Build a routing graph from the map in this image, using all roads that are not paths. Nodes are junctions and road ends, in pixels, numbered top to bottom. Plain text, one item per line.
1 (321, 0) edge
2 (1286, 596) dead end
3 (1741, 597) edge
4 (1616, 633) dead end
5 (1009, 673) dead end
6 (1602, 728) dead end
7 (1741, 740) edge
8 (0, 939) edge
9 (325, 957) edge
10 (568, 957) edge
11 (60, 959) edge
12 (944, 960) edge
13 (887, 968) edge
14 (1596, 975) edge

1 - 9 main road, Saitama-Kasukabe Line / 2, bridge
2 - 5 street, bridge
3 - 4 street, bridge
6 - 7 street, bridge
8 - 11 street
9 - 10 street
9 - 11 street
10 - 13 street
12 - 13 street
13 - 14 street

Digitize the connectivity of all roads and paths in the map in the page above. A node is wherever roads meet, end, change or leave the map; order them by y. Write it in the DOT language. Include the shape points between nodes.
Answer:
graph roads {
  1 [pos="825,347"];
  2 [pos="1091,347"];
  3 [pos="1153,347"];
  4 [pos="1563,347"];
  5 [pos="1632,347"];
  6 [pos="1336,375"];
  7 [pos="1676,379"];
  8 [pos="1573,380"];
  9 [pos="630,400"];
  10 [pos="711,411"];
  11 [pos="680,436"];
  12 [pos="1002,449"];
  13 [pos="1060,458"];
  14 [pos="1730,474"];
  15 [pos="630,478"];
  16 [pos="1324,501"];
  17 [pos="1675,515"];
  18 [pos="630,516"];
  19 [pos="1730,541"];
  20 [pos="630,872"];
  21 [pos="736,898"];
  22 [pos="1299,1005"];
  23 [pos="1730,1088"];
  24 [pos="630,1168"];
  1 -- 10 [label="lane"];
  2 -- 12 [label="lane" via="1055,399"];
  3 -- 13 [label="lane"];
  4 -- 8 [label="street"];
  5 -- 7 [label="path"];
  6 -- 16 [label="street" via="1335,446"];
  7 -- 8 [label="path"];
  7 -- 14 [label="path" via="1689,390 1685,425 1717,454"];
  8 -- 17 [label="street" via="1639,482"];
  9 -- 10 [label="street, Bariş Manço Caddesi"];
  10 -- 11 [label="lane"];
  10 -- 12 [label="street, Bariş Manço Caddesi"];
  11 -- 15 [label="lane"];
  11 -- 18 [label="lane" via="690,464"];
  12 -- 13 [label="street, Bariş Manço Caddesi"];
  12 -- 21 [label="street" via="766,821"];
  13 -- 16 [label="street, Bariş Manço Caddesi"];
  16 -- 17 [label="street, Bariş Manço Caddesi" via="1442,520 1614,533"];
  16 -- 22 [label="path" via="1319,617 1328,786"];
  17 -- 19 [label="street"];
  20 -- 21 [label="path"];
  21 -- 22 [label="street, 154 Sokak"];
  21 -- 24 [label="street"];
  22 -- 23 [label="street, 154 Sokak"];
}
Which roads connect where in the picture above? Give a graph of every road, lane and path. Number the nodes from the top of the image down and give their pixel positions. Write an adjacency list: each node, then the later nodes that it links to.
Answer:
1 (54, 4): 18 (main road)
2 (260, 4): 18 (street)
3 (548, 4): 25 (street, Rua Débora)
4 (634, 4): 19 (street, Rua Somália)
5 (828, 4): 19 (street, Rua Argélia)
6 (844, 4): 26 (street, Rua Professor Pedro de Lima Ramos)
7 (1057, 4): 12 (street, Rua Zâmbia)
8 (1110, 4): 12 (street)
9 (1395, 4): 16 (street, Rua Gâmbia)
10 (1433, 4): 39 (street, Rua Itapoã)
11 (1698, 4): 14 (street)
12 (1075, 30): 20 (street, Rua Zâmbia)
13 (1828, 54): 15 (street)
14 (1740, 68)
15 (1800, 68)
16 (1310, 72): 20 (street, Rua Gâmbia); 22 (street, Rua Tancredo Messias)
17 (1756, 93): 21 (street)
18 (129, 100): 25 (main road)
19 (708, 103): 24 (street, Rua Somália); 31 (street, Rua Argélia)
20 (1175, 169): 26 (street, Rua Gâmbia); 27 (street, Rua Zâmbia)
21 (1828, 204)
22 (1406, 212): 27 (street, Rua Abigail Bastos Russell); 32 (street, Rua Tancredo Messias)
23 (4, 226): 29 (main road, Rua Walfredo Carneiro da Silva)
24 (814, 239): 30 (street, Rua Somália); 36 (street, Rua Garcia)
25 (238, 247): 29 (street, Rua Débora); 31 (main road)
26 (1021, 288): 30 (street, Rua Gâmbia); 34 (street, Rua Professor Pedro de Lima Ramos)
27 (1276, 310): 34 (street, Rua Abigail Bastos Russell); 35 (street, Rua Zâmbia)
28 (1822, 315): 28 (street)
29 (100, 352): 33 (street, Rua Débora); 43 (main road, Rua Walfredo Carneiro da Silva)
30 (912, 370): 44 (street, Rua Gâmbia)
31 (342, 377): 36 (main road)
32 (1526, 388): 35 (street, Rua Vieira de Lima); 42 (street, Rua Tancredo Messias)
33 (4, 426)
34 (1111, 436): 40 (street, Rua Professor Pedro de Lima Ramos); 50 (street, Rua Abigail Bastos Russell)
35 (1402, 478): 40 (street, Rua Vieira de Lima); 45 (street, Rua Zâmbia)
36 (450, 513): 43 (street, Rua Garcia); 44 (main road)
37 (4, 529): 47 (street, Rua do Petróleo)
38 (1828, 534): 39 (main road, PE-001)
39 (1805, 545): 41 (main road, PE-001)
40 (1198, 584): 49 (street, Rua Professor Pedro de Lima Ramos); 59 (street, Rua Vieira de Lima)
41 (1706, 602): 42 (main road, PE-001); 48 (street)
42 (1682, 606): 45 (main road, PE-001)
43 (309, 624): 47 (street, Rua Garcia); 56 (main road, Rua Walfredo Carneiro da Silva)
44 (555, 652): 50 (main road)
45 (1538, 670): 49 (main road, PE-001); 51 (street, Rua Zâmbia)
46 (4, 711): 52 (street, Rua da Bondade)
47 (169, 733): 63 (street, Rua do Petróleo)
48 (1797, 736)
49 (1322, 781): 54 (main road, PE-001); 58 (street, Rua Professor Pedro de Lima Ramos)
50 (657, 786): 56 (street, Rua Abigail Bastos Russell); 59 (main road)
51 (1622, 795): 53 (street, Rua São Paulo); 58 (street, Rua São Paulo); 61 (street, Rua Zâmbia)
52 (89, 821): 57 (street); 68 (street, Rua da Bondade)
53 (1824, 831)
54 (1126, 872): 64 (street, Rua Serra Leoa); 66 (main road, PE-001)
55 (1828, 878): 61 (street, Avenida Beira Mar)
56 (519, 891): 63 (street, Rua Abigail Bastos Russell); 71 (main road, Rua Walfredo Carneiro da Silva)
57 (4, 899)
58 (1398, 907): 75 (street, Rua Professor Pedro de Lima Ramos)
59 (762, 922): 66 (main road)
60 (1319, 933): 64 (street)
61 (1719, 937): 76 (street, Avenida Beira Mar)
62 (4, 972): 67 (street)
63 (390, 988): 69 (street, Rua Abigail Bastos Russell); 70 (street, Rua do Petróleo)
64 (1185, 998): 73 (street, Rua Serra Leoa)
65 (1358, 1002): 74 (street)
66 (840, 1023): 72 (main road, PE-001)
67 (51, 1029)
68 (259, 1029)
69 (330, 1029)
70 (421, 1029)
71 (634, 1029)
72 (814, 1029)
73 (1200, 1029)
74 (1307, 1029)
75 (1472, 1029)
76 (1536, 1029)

^^^^^^^^

§ **Work instruction**: "Digitize the connectivity" marks the last line to print; print everything from the first line of the data through that line, unchanged, and nothing more.

§ **Written response**:
Build a routing graph from the map in this image, using all roads that are not paths. Nodes are junctions and road ends, in pixels, numbered top to bottom. Plain text, one item per line.
1 (321, 0) edge
2 (1286, 596) dead end
3 (1741, 597) edge
4 (1616, 633) dead end
5 (1009, 673) dead end
6 (1602, 728) dead end
7 (1741, 740) edge
8 (0, 939) edge
9 (325, 957) edge
10 (568, 957) edge
11 (60, 959) edge
12 (944, 960) edge
13 (887, 968) edge
14 (1596, 975) edge

1 - 9 main road, Saitama-Kasukabe Line / 2, bridge
2 - 5 street, bridge
3 - 4 street, bridge
6 - 7 street, bridge
8 - 11 street
9 - 10 street
9 - 11 street
10 - 13 street
12 - 13 street
13 - 14 street

Digitize the connectivity of all roads and paths in the map in the page above. A node is wherever roads meet, end, change or leave the map; order them by y. Write it in the DOT language. Include the shape points between nodes.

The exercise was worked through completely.